7. The method of claim 1, wherein the method comprises:

based on a BP neural network, constructing the sign recognition model, wherein input data of the sign recognition model is a correction data set, and output data is a feature recognition result;

acquiring critical patient sign identification data of a target department in a past time period to obtain a plurality of sample correction data sets and a plurality of sample feature identification results, and performing data annotation on the plurality of sample feature identification results to obtain a correction sample data set;

and performing supervision training on the sign recognition model by adopting the correction sample data set, and updating network parameters of the sign recognition model according to the output error of the sign recognition model until convergence conditions are reached to obtain the sign recognition model after training is completed.

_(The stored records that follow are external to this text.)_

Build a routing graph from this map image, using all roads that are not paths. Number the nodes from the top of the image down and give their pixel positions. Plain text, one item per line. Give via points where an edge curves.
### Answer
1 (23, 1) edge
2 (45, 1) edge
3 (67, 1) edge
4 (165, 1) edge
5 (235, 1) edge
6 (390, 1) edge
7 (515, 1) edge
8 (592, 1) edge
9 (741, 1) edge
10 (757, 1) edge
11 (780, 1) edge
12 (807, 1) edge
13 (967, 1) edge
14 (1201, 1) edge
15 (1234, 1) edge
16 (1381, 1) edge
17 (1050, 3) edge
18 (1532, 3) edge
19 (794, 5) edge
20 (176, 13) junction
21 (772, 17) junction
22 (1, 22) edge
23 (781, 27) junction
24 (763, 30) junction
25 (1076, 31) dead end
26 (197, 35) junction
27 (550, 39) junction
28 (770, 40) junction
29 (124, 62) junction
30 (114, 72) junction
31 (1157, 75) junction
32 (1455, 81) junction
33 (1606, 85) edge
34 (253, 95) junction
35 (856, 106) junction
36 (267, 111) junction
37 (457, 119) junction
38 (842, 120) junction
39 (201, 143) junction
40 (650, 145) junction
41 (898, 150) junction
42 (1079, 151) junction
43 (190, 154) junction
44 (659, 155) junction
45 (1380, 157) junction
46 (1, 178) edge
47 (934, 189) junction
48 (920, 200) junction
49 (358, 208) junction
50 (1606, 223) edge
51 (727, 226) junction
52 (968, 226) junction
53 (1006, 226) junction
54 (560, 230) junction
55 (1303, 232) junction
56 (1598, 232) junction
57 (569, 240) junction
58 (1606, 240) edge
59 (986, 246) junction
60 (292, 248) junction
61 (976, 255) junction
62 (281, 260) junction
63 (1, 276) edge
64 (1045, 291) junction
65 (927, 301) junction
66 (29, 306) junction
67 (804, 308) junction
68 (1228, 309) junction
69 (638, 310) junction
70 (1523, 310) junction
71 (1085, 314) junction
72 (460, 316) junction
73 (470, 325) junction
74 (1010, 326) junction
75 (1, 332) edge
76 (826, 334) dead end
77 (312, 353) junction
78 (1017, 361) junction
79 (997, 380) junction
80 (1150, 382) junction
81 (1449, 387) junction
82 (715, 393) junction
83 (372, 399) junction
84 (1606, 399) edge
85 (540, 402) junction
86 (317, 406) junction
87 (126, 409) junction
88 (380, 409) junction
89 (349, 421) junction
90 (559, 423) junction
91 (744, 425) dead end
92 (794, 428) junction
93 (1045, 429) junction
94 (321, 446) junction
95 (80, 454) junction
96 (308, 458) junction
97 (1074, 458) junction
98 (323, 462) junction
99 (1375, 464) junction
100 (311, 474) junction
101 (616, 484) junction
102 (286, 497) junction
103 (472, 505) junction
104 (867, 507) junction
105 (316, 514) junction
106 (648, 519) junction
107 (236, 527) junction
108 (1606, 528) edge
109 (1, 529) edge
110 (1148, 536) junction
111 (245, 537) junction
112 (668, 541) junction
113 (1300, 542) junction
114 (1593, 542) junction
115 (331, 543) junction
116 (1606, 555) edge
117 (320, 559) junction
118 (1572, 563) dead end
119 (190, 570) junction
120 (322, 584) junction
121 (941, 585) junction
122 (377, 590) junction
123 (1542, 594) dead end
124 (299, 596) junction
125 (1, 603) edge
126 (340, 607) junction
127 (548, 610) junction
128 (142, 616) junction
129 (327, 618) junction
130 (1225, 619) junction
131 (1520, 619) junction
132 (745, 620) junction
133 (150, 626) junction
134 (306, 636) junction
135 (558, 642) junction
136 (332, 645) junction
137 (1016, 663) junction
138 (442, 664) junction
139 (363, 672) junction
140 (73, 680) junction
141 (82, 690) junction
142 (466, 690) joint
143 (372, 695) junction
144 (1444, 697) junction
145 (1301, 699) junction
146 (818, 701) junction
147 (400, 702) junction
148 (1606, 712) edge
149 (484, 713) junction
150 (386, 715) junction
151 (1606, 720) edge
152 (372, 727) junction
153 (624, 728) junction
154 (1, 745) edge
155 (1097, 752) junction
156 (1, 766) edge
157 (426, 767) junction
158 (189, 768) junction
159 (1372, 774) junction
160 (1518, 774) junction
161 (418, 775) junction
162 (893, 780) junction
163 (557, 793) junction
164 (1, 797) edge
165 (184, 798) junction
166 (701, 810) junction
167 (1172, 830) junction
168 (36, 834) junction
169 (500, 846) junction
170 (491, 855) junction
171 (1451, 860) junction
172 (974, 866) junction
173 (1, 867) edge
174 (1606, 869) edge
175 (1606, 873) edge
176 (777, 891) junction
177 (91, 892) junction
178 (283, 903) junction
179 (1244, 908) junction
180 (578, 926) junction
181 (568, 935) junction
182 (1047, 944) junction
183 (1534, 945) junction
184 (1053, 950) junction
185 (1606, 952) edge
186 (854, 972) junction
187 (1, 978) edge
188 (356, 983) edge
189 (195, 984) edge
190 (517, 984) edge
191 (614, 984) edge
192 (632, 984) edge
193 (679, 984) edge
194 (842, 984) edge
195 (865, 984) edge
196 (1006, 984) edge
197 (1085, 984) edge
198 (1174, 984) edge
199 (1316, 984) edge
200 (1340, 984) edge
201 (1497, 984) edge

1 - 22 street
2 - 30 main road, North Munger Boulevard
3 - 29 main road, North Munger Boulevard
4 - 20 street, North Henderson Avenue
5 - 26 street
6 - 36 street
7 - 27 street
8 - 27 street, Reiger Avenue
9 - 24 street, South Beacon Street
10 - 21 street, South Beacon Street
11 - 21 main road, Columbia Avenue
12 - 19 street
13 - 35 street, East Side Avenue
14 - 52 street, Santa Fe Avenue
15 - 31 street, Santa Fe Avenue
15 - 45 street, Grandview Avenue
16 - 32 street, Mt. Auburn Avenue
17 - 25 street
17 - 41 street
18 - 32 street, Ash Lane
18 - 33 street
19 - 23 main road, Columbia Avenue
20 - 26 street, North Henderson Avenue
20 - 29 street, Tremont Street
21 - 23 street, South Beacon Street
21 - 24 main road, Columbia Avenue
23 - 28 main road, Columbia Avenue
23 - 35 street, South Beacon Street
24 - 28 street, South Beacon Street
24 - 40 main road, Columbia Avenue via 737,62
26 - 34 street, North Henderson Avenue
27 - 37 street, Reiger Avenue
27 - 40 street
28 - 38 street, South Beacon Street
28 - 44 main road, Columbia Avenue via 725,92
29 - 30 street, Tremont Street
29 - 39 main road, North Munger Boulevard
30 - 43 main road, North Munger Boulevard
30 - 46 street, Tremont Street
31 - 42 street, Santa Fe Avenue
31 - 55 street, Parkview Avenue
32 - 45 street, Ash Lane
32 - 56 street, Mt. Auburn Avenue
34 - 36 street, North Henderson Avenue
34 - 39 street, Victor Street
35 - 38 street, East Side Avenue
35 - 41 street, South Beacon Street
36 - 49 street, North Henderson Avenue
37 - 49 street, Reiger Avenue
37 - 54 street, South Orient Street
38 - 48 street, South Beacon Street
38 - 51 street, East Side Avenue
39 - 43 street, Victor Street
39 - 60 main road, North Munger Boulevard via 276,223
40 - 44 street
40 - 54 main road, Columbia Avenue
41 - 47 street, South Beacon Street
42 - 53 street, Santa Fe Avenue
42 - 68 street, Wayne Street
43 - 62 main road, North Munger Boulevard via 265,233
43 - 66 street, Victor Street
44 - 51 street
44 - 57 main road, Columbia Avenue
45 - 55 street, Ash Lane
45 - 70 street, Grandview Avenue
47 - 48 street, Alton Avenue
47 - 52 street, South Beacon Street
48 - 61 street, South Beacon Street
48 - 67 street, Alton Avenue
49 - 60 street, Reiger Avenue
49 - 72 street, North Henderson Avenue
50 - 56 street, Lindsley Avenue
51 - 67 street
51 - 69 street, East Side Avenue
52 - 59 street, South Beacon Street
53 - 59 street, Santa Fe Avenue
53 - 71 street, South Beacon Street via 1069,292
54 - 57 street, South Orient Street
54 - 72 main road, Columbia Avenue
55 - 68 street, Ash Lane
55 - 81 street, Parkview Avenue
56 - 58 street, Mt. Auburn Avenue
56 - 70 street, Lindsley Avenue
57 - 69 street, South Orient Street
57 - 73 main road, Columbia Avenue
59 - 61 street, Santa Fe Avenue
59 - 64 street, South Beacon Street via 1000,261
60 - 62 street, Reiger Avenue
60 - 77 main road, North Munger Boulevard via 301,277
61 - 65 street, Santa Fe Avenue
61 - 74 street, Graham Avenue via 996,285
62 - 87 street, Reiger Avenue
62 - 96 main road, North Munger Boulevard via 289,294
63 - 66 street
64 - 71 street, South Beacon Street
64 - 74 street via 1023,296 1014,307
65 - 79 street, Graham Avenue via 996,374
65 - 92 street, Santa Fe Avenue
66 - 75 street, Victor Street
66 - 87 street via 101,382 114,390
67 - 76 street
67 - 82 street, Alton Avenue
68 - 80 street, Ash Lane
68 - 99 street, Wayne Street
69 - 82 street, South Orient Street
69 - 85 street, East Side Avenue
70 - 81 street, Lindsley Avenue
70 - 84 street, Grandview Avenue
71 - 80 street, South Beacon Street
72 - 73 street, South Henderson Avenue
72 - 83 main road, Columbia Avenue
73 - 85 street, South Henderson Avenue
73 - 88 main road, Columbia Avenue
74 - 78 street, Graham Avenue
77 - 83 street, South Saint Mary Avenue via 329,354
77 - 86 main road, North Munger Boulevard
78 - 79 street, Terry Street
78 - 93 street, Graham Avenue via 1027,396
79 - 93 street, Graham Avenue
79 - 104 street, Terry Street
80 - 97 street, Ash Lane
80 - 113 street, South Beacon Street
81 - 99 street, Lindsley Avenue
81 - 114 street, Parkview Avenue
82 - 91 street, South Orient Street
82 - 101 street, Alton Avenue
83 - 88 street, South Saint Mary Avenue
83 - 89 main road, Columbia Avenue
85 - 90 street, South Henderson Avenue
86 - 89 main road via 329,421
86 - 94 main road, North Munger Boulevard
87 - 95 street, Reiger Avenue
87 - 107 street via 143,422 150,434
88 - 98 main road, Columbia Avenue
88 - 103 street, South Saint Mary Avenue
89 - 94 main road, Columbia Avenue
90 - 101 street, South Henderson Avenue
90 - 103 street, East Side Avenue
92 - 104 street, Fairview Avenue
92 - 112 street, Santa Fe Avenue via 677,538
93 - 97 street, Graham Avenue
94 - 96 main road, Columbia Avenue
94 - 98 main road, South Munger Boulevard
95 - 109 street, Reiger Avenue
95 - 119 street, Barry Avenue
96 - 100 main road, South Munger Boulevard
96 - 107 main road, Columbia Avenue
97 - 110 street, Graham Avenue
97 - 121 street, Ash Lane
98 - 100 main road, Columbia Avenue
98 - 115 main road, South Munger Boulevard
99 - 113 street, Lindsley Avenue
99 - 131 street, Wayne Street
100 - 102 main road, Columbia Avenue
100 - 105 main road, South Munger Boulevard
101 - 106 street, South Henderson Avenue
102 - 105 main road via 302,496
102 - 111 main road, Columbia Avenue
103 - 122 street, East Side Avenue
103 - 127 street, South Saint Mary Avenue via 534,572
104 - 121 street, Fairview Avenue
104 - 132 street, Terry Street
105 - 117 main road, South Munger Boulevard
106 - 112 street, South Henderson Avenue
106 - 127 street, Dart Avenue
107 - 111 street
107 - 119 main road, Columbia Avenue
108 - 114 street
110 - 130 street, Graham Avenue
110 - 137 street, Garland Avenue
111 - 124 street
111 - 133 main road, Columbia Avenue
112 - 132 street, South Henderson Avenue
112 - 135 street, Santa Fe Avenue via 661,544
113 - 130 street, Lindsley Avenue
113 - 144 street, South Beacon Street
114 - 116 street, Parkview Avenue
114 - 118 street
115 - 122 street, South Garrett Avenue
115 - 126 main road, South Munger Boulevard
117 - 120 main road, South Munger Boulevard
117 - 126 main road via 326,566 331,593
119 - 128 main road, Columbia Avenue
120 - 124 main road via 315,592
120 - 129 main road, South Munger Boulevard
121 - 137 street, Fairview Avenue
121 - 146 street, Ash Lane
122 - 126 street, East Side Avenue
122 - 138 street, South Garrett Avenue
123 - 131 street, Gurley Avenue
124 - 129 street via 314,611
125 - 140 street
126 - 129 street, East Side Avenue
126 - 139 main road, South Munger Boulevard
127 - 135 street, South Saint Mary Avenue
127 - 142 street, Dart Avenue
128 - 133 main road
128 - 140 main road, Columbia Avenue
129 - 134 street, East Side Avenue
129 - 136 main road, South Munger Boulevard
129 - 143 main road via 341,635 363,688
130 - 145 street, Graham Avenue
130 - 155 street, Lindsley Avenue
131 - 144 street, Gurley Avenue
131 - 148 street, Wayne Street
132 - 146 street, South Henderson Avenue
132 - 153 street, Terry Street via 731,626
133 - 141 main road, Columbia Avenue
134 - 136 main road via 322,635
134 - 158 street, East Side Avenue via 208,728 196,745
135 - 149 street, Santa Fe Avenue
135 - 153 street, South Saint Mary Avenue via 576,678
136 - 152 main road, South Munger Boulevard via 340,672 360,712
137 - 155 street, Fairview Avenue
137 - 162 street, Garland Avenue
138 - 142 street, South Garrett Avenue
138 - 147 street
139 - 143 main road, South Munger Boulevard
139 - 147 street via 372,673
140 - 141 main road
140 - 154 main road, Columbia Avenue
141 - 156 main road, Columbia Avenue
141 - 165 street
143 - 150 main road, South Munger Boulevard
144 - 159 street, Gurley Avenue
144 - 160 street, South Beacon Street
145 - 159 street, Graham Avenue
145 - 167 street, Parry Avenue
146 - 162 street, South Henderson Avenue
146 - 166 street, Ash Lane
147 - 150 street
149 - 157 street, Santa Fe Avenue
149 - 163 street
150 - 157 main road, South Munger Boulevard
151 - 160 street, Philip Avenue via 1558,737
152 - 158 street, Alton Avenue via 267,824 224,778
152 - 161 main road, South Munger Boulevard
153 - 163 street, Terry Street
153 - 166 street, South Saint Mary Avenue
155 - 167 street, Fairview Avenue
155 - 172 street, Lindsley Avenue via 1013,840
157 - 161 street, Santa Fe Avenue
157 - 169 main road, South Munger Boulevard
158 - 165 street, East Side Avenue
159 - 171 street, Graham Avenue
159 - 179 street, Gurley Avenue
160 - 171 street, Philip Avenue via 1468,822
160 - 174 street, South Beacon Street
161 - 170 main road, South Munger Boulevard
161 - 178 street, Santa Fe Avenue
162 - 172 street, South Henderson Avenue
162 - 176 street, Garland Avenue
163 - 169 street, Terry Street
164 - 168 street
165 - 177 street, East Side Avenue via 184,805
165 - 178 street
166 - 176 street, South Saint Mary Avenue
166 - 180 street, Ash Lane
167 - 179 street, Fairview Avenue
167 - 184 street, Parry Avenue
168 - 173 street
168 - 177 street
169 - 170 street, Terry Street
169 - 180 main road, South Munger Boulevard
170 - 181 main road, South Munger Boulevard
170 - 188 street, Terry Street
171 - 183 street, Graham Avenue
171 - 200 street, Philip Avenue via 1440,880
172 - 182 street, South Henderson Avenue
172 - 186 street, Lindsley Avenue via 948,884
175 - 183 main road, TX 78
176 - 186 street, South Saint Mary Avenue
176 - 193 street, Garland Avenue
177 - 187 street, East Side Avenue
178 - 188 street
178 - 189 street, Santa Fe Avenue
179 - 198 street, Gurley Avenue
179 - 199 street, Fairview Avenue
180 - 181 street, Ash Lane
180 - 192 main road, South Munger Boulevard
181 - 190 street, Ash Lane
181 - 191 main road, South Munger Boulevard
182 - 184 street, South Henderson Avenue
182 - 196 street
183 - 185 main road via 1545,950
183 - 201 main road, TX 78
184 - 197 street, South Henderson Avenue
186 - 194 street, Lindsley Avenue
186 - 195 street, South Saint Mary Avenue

8. Intelligent critical patient sign recognition system based on medical pressure sensor, its characterized in that, the system includes:

the data acquisition module is used for acquiring data of the medical pressure sensors in the sensor array through the data acquisition device to obtain a sensor data set;

the identification image set acquisition module is used for acquiring real-time images of the positions of the sensor arrays through the image identification equipment to acquire a sensor identification image set;

the influence data set acquisition module is used for extracting basic information of a target critical patient by taking a cause as an index to obtain medical record information, and extracting features of the medical record information according to influence feature indexes to obtain an influence feature data set;

the abnormal feature obtaining module is used for inputting the sensor data set and the sensor identification image set into a sensor abnormal identification model to obtain abnormal identification features, wherein the abnormal identification features comprise data abnormal features and position abnormal features;

the to-be-identified feature obtaining module is used for carrying out association elimination on the data abnormal features by utilizing the position abnormal features based on acquisition time, and obtaining to-be-identified data abnormal features according to elimination results;

The correction coefficient obtaining module is used for carrying out correction analysis on the abnormal characteristics of the data to be identified and the influence characteristic data set, and obtaining a correction coefficient according to a correction analysis result;

the correction data set obtaining module is used for carrying out data correction on the sensor data set by utilizing the correction coefficient to obtain a correction data set;

and the sign recognition module is used for inputting the corrected data set into the sign recognition model to obtain a sign recognition result.